## Steps to implement a Perceptron

1. Define a Perceptron model (a single-layer neural network).
2. Use forward propagation to compute predictions.
3. Compute loss (Binary Cross-Entropy).
4. Use gradient descent to update weights.

In [1]:
import torch
import torch.nn as nn
import torch.optim as optim

# 1. Define the model
class Perceptron(nn.Module):
    def __init__(self, input_size):
        super(Perceptron, self).__init__()
        self.fc = nn.Linear(input_size, 1) # Single neuron with weights and bias (y = xW + b)

    def forward(self, x):
        return torch.sigmoid(self.fc(x))

# 2. Create dataset
X = torch.tensor(
    [
        [0, 0],
        [0, 1],
        [1, 0],
        [1, 1]
    ],
    dtype=torch.float32
)
y = torch.tensor(
    [[0], [0], [0], [1]],
    dtype=torch.float32
)

# 3. Initialize model, loss function, and optimizer
model = Perceptron(input_size=2)
criterion = nn.BCELoss()
optimizer = optim.SGD(model.parameters(), lr=0.1)


# 4. Training loop
for epoch in range(100):
    optimizer.zero_grad() # reset gradients of the model's parameters to 0
    outputs = model(X) # Forward pass
    loss = criterion(outputs, y) # Compute loss
    loss.backward() # Backward pass
    optimizer.step() # Update weights using gradient descent

    if epoch % 10 == 0:
        print(f'Epoch {epoch}, Loss: {loss.item():.4f}')


# 55. Test the perceptron
with torch.no_grad():
    preds = model(X).round()
    print("\nPredictions:\n", preds)


Epoch 0, Loss: 0.7898
Epoch 10, Loss: 0.6798
Epoch 20, Loss: 0.6188
Epoch 30, Loss: 0.5808
Epoch 40, Loss: 0.5538
Epoch 50, Loss: 0.5323
Epoch 60, Loss: 0.5139
Epoch 70, Loss: 0.4975
Epoch 80, Loss: 0.4824
Epoch 90, Loss: 0.4685

Predictions:
 tensor([[0.],
        [0.],
        [0.],
        [0.]])


## **Interview Questions:**  

---

## **📌 Basic Questions (Conceptual)**

1. **What is a Perceptron, and how does it work?**  
   - **Answer:** A perceptron is the simplest type of artificial neural network, consisting of a single layer of neurons. It computes a weighted sum of the inputs, applies an activation function (e.g., sigmoid or step function), and outputs a binary classification.  

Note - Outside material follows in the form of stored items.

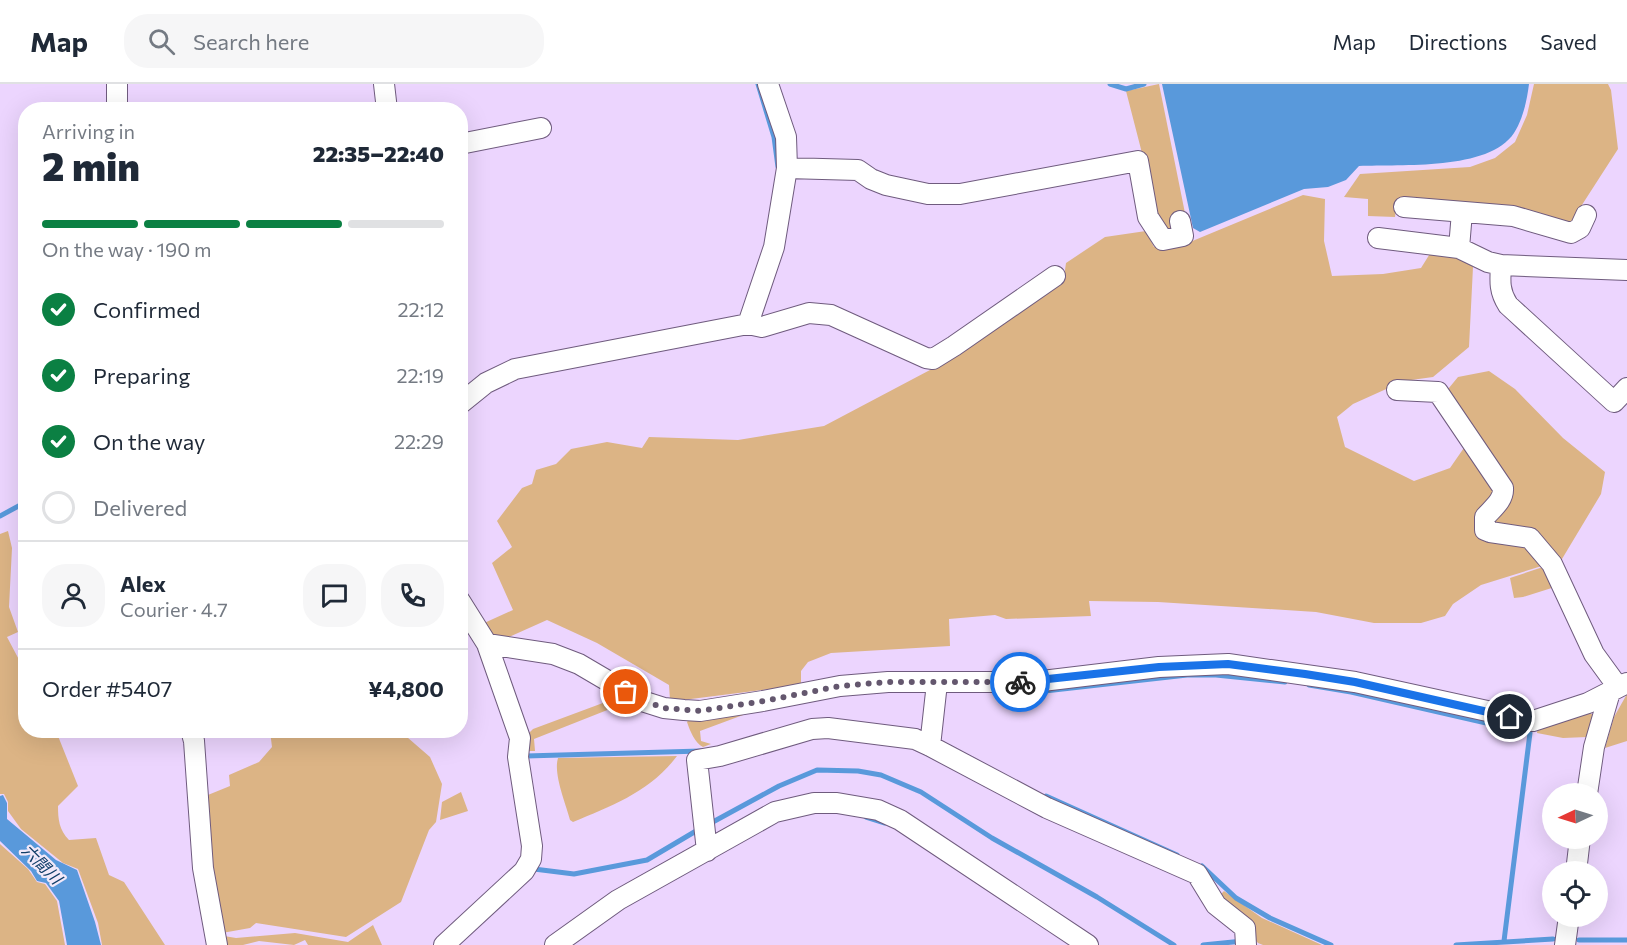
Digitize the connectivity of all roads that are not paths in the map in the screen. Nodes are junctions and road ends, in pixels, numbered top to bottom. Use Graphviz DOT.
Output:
graph roads {
  1 [pos="117,84"];
  2 [pos="384,84"];
  3 [pos="768,84"];
  4 [pos="117,102"];
  5 [pos="386,102"];
  6 [pos="541,128"];
  7 [pos="468,142"];
  8 [pos="787,168"];
  9 [pos="1404,207"];
  10 [pos="1462,212"];
  11 [pos="1586,214"];
  12 [pos="1180,221"];
  13 [pos="1378,238"];
  14 [pos="1459,248"];
  15 [pos="1501,265"];
  16 [pos="1627,270"];
  17 [pos="1055,276"];
  18 [pos="748,324"];
  19 [pos="1627,388"];
  20 [pos="1397,390"];
  21 [pos="468,398"];
  22 [pos="468,614"];
  23 [pos="487,644"];
  24 [pos="937,683"];
  25 [pos="1618,687"];
  26 [pos="193,738"];
  27 [pos="931,738"];
  28 [pos="1589,783"];
  29 [pos="707,851"];
  30 [pos="1567,927"];
  31 [pos="1247,942"];
  32 [pos="217,945"];
  33 [pos="444,945"];
  34 [pos="555,945"];
  35 [pos="1088,945"];
  36 [pos="1565,945"];
  1 -- 4 [label="street"];
  2 -- 5 [label="street"];
  3 -- 8 [label="street"];
  6 -- 7 [label="street"];
  8 -- 12 [label="street"];
  8 -- 18 [label="street"];
  9 -- 10 [label="street"];
  10 -- 11 [label="street"];
  10 -- 14 [label="street"];
  13 -- 14 [label="street"];
  14 -- 15 [label="street"];
  15 -- 16 [label="street"];
  15 -- 19 [label="street"];
  17 -- 18 [label="street"];
  18 -- 21 [label="street"];
  20 -- 25 [label="street"];
  22 -- 23 [label="street"];
  23 -- 24 [label="street"];
  23 -- 33 [label="street"];
  24 -- 25 [label="street"];
  24 -- 27 [label="street"];
  25 -- 28 [label="street"];
  26 -- 32 [label="street"];
  27 -- 29 [label="street"];
  27 -- 31 [label="street"];
  29 -- 34 [label="street"];
  29 -- 35 [label="street"];
  30 -- 36 [label="street"];
}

2. **Why do we use the sigmoid activation function in the given Perceptron implementation?**  
   - **Answer:** Sigmoid outputs values between **0 and 1**, making it suitable for binary classification. It also allows the model to learn using gradient-based optimization (e.g., SGD).  

3. **Can a single-layer Perceptron solve non-linearly separable problems?**  
   - **Answer:** No, a **single-layer Perceptron** can only learn **linearly separable** functions (e.g., AND, OR). It **cannot** learn XOR since XOR is **non-linearly separable**.  
   Note: Logistic Regression and perceptron can only non-linearly separable problems

4. **Why do we use Binary Cross-Entropy (BCELoss) instead of Mean Squared Error (MSE) for classification?**  
   - **Answer:** BCELoss is better suited for **probabilistic outputs** because it maximizes the log likelihood, leading to better convergence in classification problems. MSE is mainly for regression and does not perform well with probabilities.  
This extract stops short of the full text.